Once you’ve cooked your salmon, you can assemble your chopped veggies on a plate or bowl and top it off with the cooked salmon and avocado slices and lemon wedges. And last, but not the least, drizzle it all throughout with the salad dressing.
Isn’t it super easy? No excuses for us to skip healthy meals.
Salmon Salad Dressing
The tangy, garlic, herby dressing takes this salad up a notch. It has olive oil, red wine vinegar, lemon juice and Dijon mustard for that nice little punch, fresh dill and minced garlic, onion powder and dried Italian seasoning for that nice herby flavor.
Tip: Balsamic vinegar and apple cider both make a good substitute for the red wine vinegar OR you can leave it out completely. As for the Dijon mustard, you can go for the yellow mustard as a replacement.

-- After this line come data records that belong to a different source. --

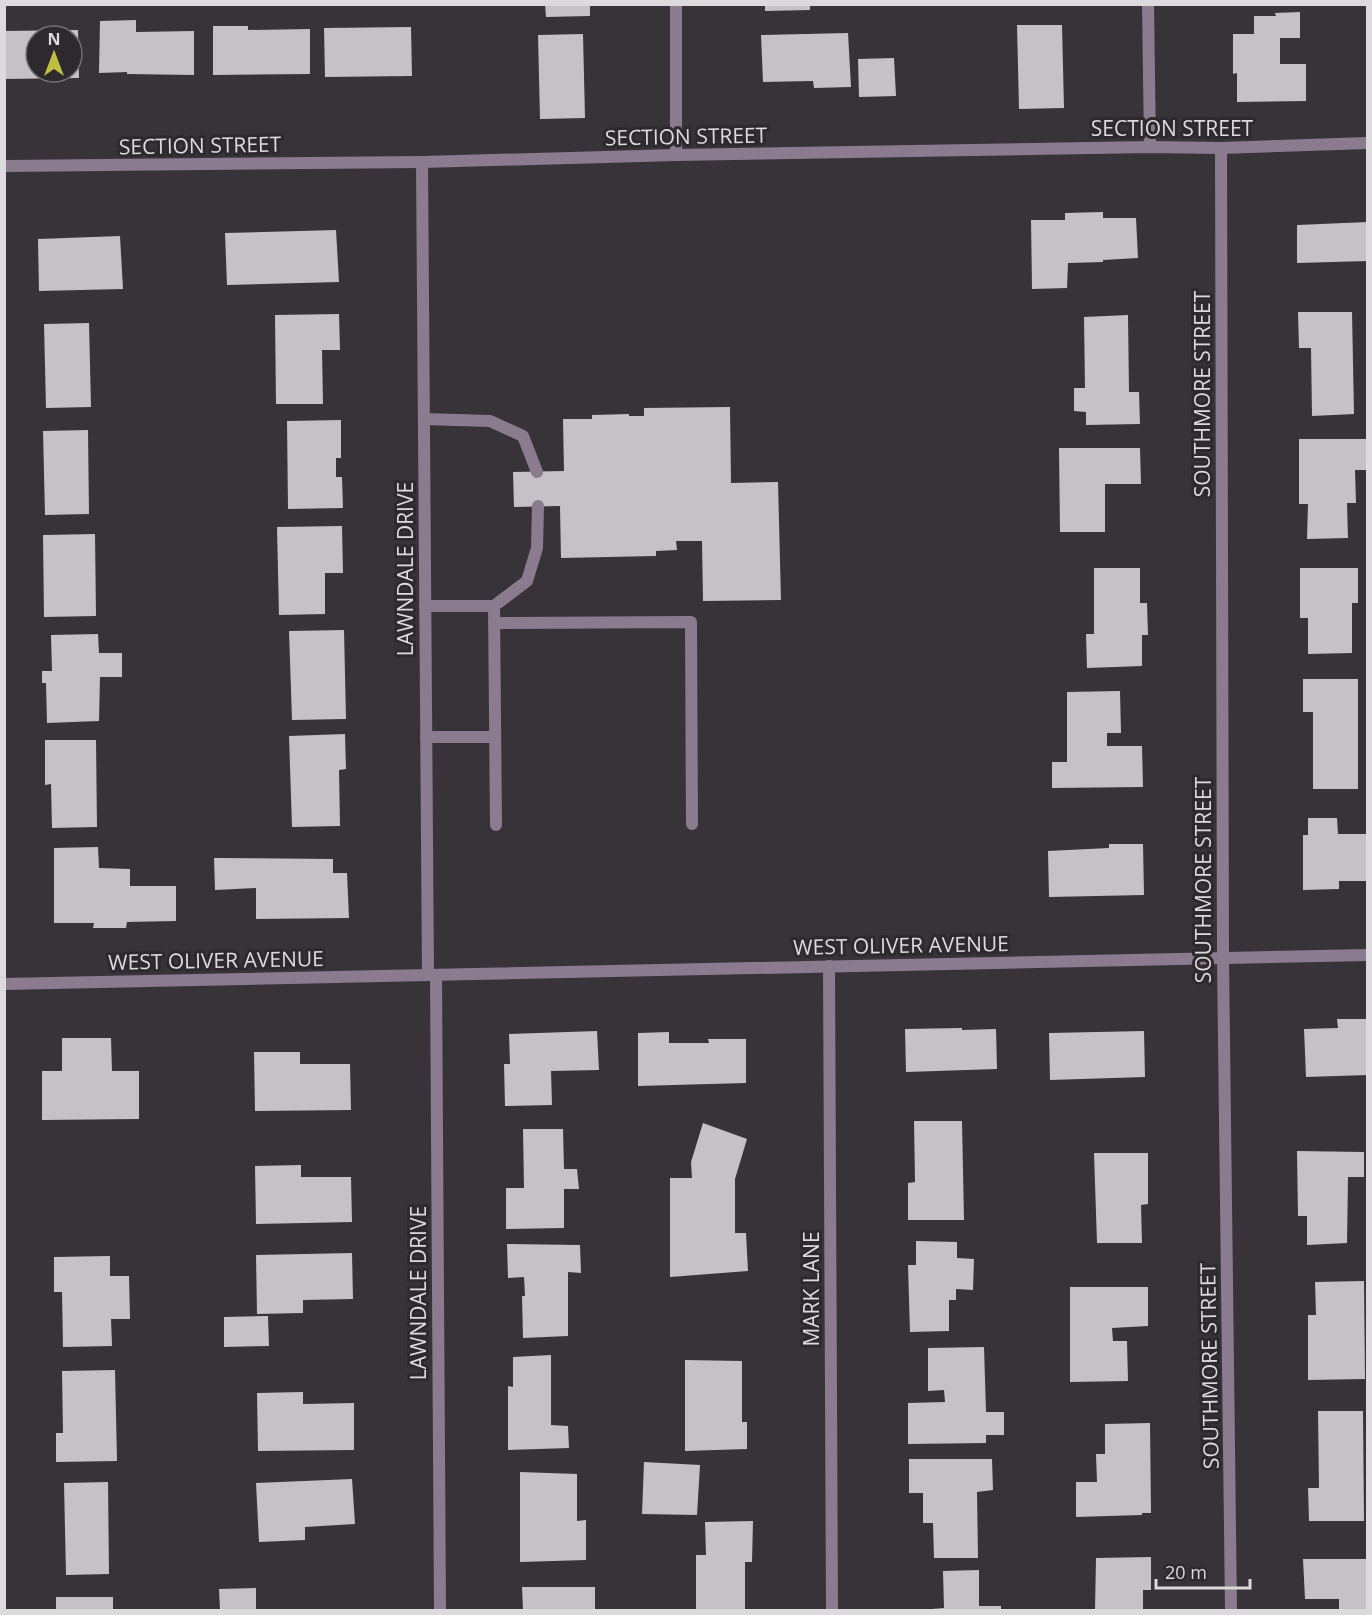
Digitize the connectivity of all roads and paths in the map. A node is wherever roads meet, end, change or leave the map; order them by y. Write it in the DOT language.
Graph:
graph roads {
  1 [pos="676,4"];
  2 [pos="1148,4"];
  3 [pos="1368,143"];
  4 [pos="1150,147"];
  5 [pos="1221,148"];
  6 [pos="676,155"];
  7 [pos="422,162"];
  8 [pos="4,166"];
  9 [pos="424,419"];
  10 [pos="537,472"];
  11 [pos="537,506"];
  12 [pos="425,606"];
  13 [pos="494,606"];
  14 [pos="494,623"];
  15 [pos="426,737"];
  16 [pos="495,737"];
  17 [pos="692,824"];
  18 [pos="496,825"];
  19 [pos="1368,956"];
  20 [pos="1223,958"];
  21 [pos="829,966"];
  22 [pos="432,975"];
  23 [pos="4,984"];
  24 [pos="440,1611"];
  25 [pos="832,1611"];
  26 [pos="1231,1611"];
  1 -- 6 [label="street"];
  2 -- 4 [label="street"];
  3 -- 5 [label="street, SECTION STREET"];
  4 -- 5 [label="street, SECTION STREET"];
  4 -- 6 [label="street, SECTION STREET"];
  5 -- 20 [label="street, SOUTHMORE STREET"];
  6 -- 7 [label="street, SECTION STREET"];
  7 -- 8 [label="street, SECTION STREET"];
  7 -- 9 [label="street, LAWNDALE DRIVE"];
  9 -- 10 [label="street"];
  9 -- 12 [label="street, LAWNDALE DRIVE"];
  11 -- 13 [label="street"];
  12 -- 13 [label="street"];
  12 -- 15 [label="street, LAWNDALE DRIVE"];
  13 -- 14 [label="street"];
  14 -- 16 [label="street"];
  14 -- 17 [label="street"];
  15 -- 16 [label="street"];
  15 -- 22 [label="street, LAWNDALE DRIVE"];
  16 -- 18 [label="street"];
  19 -- 20 [label="street, WEST OLIVER AVENUE"];
  20 -- 21 [label="street, WEST OLIVER AVENUE"];
  20 -- 26 [label="street, SOUTHMORE STREET"];
  21 -- 22 [label="street, WEST OLIVER AVENUE"];
  21 -- 25 [label="street, MARK LANE"];
  22 -- 23 [label="street, WEST OLIVER AVENUE"];
  22 -- 24 [label="street, LAWNDALE DRIVE"];
}
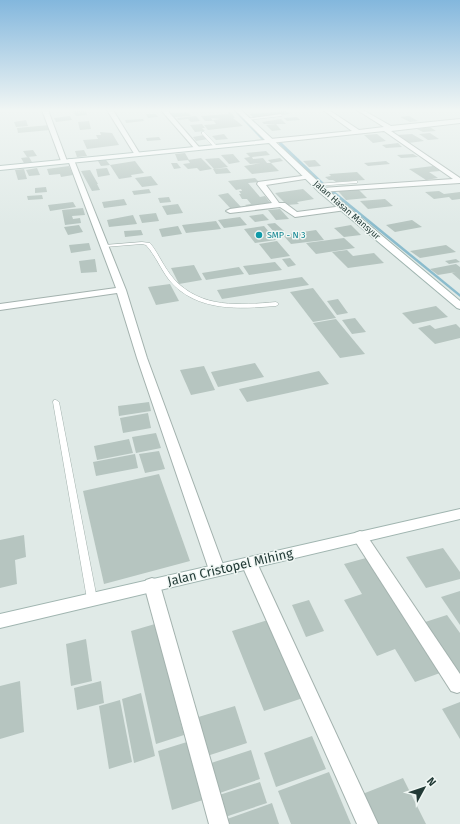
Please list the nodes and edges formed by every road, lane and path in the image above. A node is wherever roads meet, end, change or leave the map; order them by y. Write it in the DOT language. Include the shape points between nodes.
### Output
graph roads {
  1 [pos="62,148"];
  2 [pos="134,148"];
  3 [pos="192,148"];
  4 [pos="278,148"];
  5 [pos="414,148"];
  6 [pos="137,154"];
  7 [pos="68,161"];
  8 [pos="0,168"];
  9 [pos="309,177"];
  10 [pos="460,181"];
  11 [pos="356,182"];
  12 [pos="319,187"];
  13 [pos="277,205"];
  14 [pos="343,208"];
  15 [pos="230,211"];
  16 [pos="105,246"];
  17 [pos="121,290"];
  18 [pos="276,304"];
  19 [pos="460,306"];
  20 [pos="0,307"];
  21 [pos="56,402"];
  22 [pos="459,515"];
  23 [pos="360,537"];
  24 [pos="249,563"];
  25 [pos="217,570"];
  26 [pos="152,585"];
  27 [pos="92,599"];
  28 [pos="0,621"];
  29 [pos="457,685"];
  30 [pos="219,824"];
  31 [pos="368,824"];
  1 -- 7 [label="street"];
  2 -- 6 [label="street"];
  3 -- 6 [label="street"];
  4 -- 9 [label="street, Jalan Hasan Mansyur"];
  5 -- 10 [label="street"];
  6 -- 7 [label="street"];
  7 -- 8 [label="street"];
  7 -- 16 [label="street"];
  9 -- 12 [label="street, Jalan Hasan Mansyur"];
  9 -- 13 [label="street" via="261,184"];
  10 -- 12 [label="street"];
  11 -- 12 [label="lane"];
  12 -- 14 [label="street, Jalan Hasan Mansyur"];
  13 -- 14 [label="street" via="282,205 294,215"];
  13 -- 15 [label="street"];
  14 -- 19 [label="street, Jalan Hasan Mansyur"];
  16 -- 17 [label="street"];
  16 -- 18 [label="lane" via="148,244 172,280 182,289 206,302 222,306"];
  17 -- 20 [label="street"];
  17 -- 25 [label="street" via="142,358"];
  21 -- 27 [label="lane"];
  22 -- 23 [label="street, Jalan Cristopel Mihing"];
  23 -- 24 [label="street, Jalan Cristopel Mihing"];
  23 -- 29 [label="street"];
  24 -- 25 [label="street, Jalan Cristopel Mihing"];
  24 -- 31 [label="street"];
  25 -- 26 [label="street, Jalan Cristopel Mihing"];
  26 -- 27 [label="street, Jalan Cristopel Mihing"];
  26 -- 30 [label="street"];
  27 -- 28 [label="street, Jalan Cristopel Mihing"];
}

Can I Grill the Salmon Instead?
Yes, you sure can! You can check out my Grilled Salmon recipe HERE for instructions on how to grill salmon on gas or charcoal.
How Long Does Salmon Salad Last in the Fridge?
Although this salad is best enjoyed fresh, you can keep this in the fridge for about 2 days before it goes bad. And no, this salad doesn’t hold well when frozen.
Salmon Salad Variations
As always, salads are pretty forgiving. You can easily swap out or add ingredients to suit your preference.
- For the peppers, you can add green bell peppers for added color or swap red with green
- Aside from salmon, this salad works great with chicken, shrimp and other seared white fish
- Want some cheese? Go for it! Simply shave parmesan, feta or goat cheese on top of it.
How To Make Salmon Salad
In a small bowl, Whisk together all of the salad dressing ingredients: olive oil, lemon juice, vinegar, mustard, dill, garlic, onion powder, Italian seasoning, salt and pepper. Set aside in the refrigerator.
Season salmon with salt and pepper, heat 1 tablespoon of oil in a skillet or grill pan over medium-high heat. Sear salmon on both sides until crispy and cooked to your liking.
While salmon is cooking, prepare all of the salad ingredients and mix in a plate or bowl.
Arrange salmon over salad. Drizzle with the salad dressing. Serve with avocado and lemon wedges.
Watch How to Make It
- 3 tablespoons olive oil
- 2 tablespoons lemon juice fresh squeezed
- 1 tablespoon red wine vinegar (optional)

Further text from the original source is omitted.